Sexually Transmitted Infections and Diseases (STI/STD)
- Title X family planning clinics can play a critical role in addressing our national STI/STD epidemic and can help to reverse this hidden epidemic by providing confidential screening and treatment for STI/STDs.
- In the United States, approximately 18.9 million people are diagnosed with an STI/STD each year. One quarter of new cases occur in teens 15-19 years old, and nearly half of all new cases occur in people ages 15-24 (Weinstock H., et al. "Sexually Transmitted Diseases Among American Youth: Incidence and Prevalence Estimates 2000." Perspectives on Sexual and Reproductive Health Vol 36, No. 1, 2004). Three STI/STDs—human papilloma virus (HPV), trichomoniasis, and chlamydia—account for 88 percent of all new STD diagnoses in 15-24 year olds (American Social Health Association. "State of the Nation 2005: Challenges facing STD prevention in youth," 2005).

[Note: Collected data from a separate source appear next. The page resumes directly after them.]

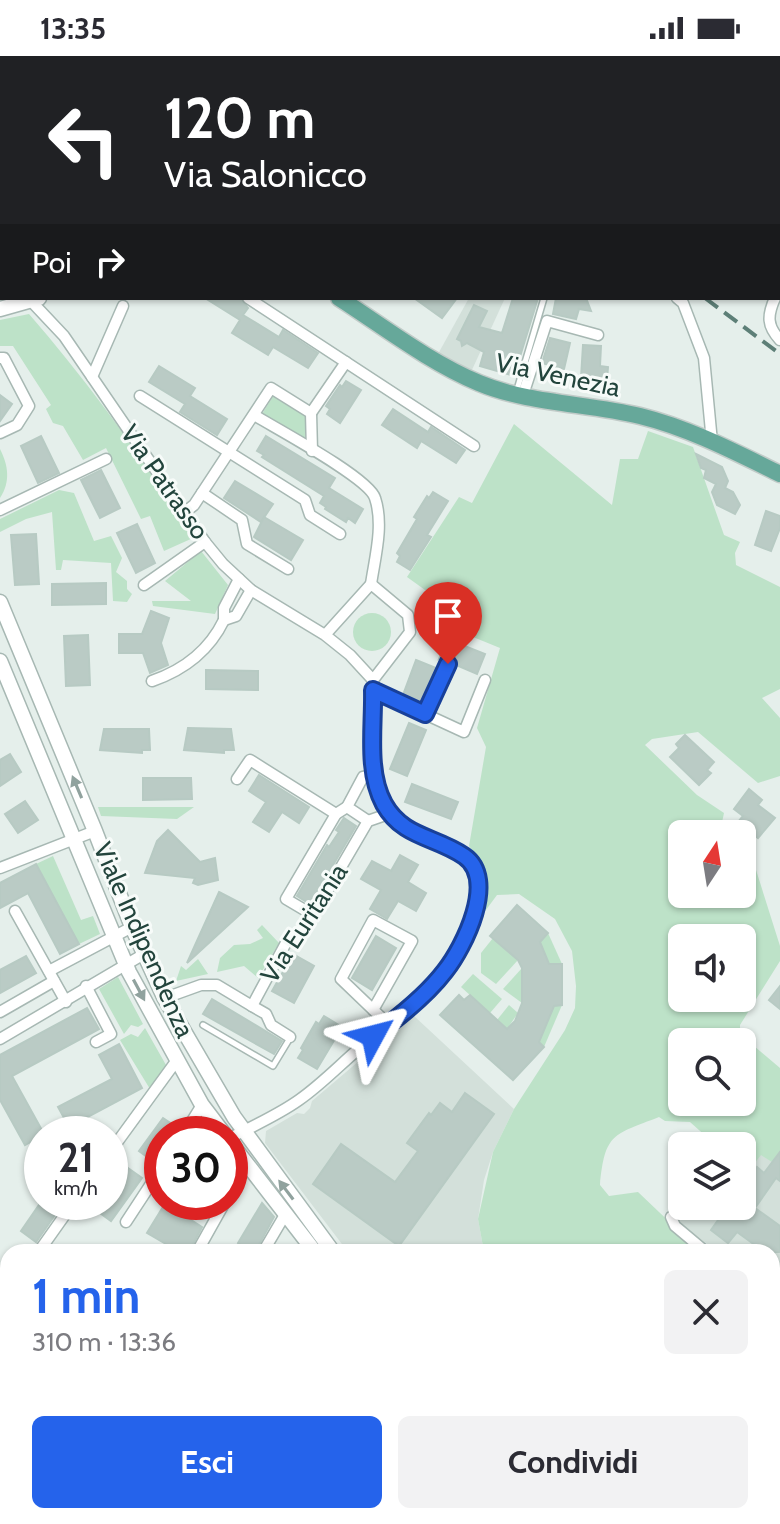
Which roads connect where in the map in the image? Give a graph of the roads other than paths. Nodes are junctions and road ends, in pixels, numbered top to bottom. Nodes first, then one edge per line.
1 (35, 300) edge
2 (251, 300) edge
3 (342, 300) edge
4 (543, 300) edge
5 (682, 300) edge
6 (772, 303) edge
7 (123, 306) dead end
8 (0, 309) edge
9 (598, 335) dead end
10 (780, 340) edge
11 (0, 358) edge
12 (346, 362) junction
13 (92, 377) junction
14 (519, 395) junction
15 (140, 396) dead end
16 (311, 413) junction
17 (254, 415) junction
18 (0, 433) edge
19 (712, 442) junction
20 (474, 446) dead end
21 (312, 451) junction
22 (229, 453) junction
23 (106, 459) dead end
24 (780, 474) edge
25 (202, 493) junction
26 (0, 510) edge
27 (185, 512) junction
28 (340, 534) dead end
29 (205, 542) junction
30 (288, 569) dead end
31 (239, 579) junction
32 (371, 584) junction
33 (144, 585) dead end
34 (251, 590) junction
35 (0, 602) edge
36 (224, 620) junction
37 (325, 635) junction
38 (0, 661) edge
39 (448, 664) dead end
40 (485, 680) dead end
41 (152, 681) dead end
42 (373, 685) junction
43 (425, 714) junction
44 (374, 775) junction
45 (237, 779) dead end
46 (347, 807) junction
47 (391, 813) junction
48 (336, 814) junction
49 (368, 821) junction
50 (95, 831) junction
51 (74, 838) junction
52 (0, 868) edge
53 (15, 911) dead end
54 (313, 915) junction
55 (132, 927) junction
56 (115, 936) junction
57 (144, 954) junction
58 (126, 964) junction
59 (50, 972) junction
60 (86, 986) junction
61 (165, 998) junction
62 (66, 1002) junction
63 (252, 1006) junction
64 (373, 1010) junction
65 (0, 1012) edge
66 (203, 1025) dead end
67 (389, 1025) junction
68 (290, 1037) joint
69 (0, 1039) edge
70 (96, 1042) dead end
71 (177, 1060) junction
72 (202, 1105) junction
73 (195, 1116) edge
74 (210, 1116) edge
75 (234, 1116) edge
76 (128, 1127) edge
77 (248, 1129) edge
78 (248, 1136) edge
79 (248, 1165) edge
80 (144, 1194) edge
81 (286, 1213) junction
82 (61, 1220) edge
83 (215, 1220) edge
84 (672, 1220) edge
85 (126, 1222) dead end
86 (44, 1244) edge
87 (201, 1244) edge
88 (268, 1244) edge
89 (309, 1244) edge
90 (327, 1244) edge
91 (696, 1244) edge

1 - 8 street
1 - 13 street, Via Patrasso
2 - 12 street
3 - 14 main road, Via Venezia
4 - 14 lane
5 - 19 street
6 - 10 street
7 - 13 street
9 - 14 street
11 - 18 street
12 - 16 street
12 - 20 street
13 - 27 street, Via Patrasso
14 - 19 main road, Via Venezia
15 - 22 street
16 - 17 street
16 - 21 street
17 - 21 street
17 - 22 street
19 - 24 main road, Via Venezia
21 - 32 street
22 - 25 street
22 - 28 street
23 - 26 street
25 - 27 street
25 - 30 street
27 - 29 street, Via Patrasso
29 - 31 street, Via Patrasso
29 - 33 street
31 - 34 street, Via Patrasso
31 - 36 street
32 - 37 street
32 - 42 street
34 - 36 street
34 - 37 street, Via Patrasso
50 -> 35 street, Viale Indipendenza
36 - 41 street
37 - 42 street, Via Patrasso
38 - 51 street, Viale Indipendenza
39 - 43 street
40 - 43 street
42 - 43 street
42 - 44 street
44 - 46 street
44 - 47 street
45 - 48 street
46 - 48 street
46 - 49 street
47 - 49 street
47 - 67 street
48 - 54 street
49 - 54 street, Via Euritania
50 - 51 street
50 - 55 street, Viale Indipendenza
51 - 52 street
51 - 56 street, Viale Indipendenza
53 - 59 street
54 - 63 street, Via Euritania
55 - 56 street
55 - 57 street, Viale Indipendenza
56 - 58 street, Viale Indipendenza
56 - 59 street
57 - 58 street
57 - 61 street, Viale Indipendenza
58 - 60 street
58 -> 71 street, Viale Indipendenza
59 - 62 street
59 - 65 street
60 - 62 street
60 - 70 street
61 - 63 street, Via Euritania
61 - 75 street, Viale Indipendenza
62 - 69 street
63 - 68 street
64 - 64 street
64 - 67 street
66 - 68 lane
67 - 77 street
71 - 72 street, Viale Indipendenza
71 - 76 street
72 - 73 street
72 - 74 street, Viale Indipendenza
90 -> 78 street, Viale Indipendenza
79 - 81 street
80 - 85 street
81 - 88 street
81 - 89 street
82 - 86 street
83 - 87 street
84 - 91 street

- STI/STD infections are more likely to be asymptomatic in women, resulting in delayed diagnosis and treatment. Women are biologically more susceptible to certain STI/STD infections and bear a disproportionate burden of STI/STD-associated complications than men, such as infertility, ectopic pregnancy, and chronic pelvic pain.
- A conservative estimate of the public and private costs of STI/STD treatment each year in the United States is at least $13 billion (Chesson HW, et al. "The estimated direct medical cost of STI/STDs among American youth 2000" Abstract P075 National STD Prevention Conference, Philadelphia, PA. March 8-11, 2004). STDs also have a high human cost in the form of pain, suffering, and grief.
- At least one in three sexually-active people are estimated to have contracted an STD by the age of 24. The large majority of new STI/STD cases in the United States occur among people 24 years old and younger; a quarter occurs among 15-19 year olds and 42 percent among 20-24 year olds (Dailard C. "Family planning clinics and STI/STD services" The Guttmacher Report on Public Policy, Vol 3 No 3, 2002).
Family Planning is Cost-Effective Yet Under-Funded
Increased funding for Title X is Critical
- Each public dollar spent to provide family planning services saves an average of $3 in Medicaid cost for pregnancy-related and newborn care alone (The Alan Guttmacher Institute, "Contraceptive Services," 2005).